§ **REQUIREMENT**: Lines holding the word "roads" are the ones to copy from the data below.

[Stored items from a collection]

***

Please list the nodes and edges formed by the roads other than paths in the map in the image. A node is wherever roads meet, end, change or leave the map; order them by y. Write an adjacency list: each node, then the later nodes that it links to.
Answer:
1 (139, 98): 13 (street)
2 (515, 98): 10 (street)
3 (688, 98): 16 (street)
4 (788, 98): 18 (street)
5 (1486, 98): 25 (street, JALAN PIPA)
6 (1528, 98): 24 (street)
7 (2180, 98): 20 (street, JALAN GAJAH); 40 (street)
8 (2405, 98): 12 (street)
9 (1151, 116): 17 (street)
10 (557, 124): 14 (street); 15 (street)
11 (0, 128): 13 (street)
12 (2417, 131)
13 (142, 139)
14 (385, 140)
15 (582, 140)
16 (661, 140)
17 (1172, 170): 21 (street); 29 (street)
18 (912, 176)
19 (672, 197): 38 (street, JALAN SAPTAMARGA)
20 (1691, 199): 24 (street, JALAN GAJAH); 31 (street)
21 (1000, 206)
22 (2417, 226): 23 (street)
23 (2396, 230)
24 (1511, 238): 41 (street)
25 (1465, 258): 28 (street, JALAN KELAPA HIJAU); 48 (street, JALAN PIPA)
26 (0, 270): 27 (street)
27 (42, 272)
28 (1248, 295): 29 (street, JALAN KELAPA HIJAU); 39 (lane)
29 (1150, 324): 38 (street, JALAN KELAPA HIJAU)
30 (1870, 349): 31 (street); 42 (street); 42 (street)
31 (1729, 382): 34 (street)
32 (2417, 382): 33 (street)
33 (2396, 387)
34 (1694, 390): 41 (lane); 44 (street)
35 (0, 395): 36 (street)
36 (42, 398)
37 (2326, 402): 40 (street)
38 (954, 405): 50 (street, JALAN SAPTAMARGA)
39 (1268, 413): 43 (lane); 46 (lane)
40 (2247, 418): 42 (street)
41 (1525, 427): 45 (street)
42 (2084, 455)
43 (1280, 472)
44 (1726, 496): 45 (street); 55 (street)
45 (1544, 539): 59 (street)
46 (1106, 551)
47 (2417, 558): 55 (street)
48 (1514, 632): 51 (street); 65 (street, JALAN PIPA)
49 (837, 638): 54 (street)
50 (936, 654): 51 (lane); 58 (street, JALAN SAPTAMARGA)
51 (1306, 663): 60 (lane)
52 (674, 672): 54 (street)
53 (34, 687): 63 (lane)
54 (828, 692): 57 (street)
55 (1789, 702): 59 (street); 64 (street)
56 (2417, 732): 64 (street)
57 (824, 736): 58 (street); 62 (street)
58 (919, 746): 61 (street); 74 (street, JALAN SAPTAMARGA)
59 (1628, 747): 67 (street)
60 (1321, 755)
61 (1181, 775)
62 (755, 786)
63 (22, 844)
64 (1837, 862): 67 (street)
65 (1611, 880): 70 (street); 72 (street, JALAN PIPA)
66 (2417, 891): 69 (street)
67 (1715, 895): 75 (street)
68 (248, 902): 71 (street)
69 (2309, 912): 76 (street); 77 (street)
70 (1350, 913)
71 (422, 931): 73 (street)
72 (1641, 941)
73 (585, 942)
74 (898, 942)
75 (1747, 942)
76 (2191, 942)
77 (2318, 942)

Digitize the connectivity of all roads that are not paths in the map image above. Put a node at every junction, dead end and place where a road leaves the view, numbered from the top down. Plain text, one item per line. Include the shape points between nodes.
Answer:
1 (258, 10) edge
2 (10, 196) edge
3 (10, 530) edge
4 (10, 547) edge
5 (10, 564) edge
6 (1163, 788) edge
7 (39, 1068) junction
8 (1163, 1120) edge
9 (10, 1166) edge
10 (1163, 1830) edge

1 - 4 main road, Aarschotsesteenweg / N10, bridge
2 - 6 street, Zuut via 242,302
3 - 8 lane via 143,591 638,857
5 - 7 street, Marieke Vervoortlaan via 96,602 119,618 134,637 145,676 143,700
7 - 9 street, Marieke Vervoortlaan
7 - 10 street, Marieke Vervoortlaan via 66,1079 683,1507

***

§ **EXERCISE SOLUTION**:
Please list the nodes and edges formed by the roads other than paths in the map in the image. A node is wherever roads meet, end, change or leave the map; order them by y. Write an adjacency list: each node, then the later nodes that it links to.
Digitize the connectivity of all roads that are not paths in the map image above. Put a node at every junction, dead end and place where a road leaves the view, numbered from the top down. Plain text, one item per line. Include the shape points between nodes.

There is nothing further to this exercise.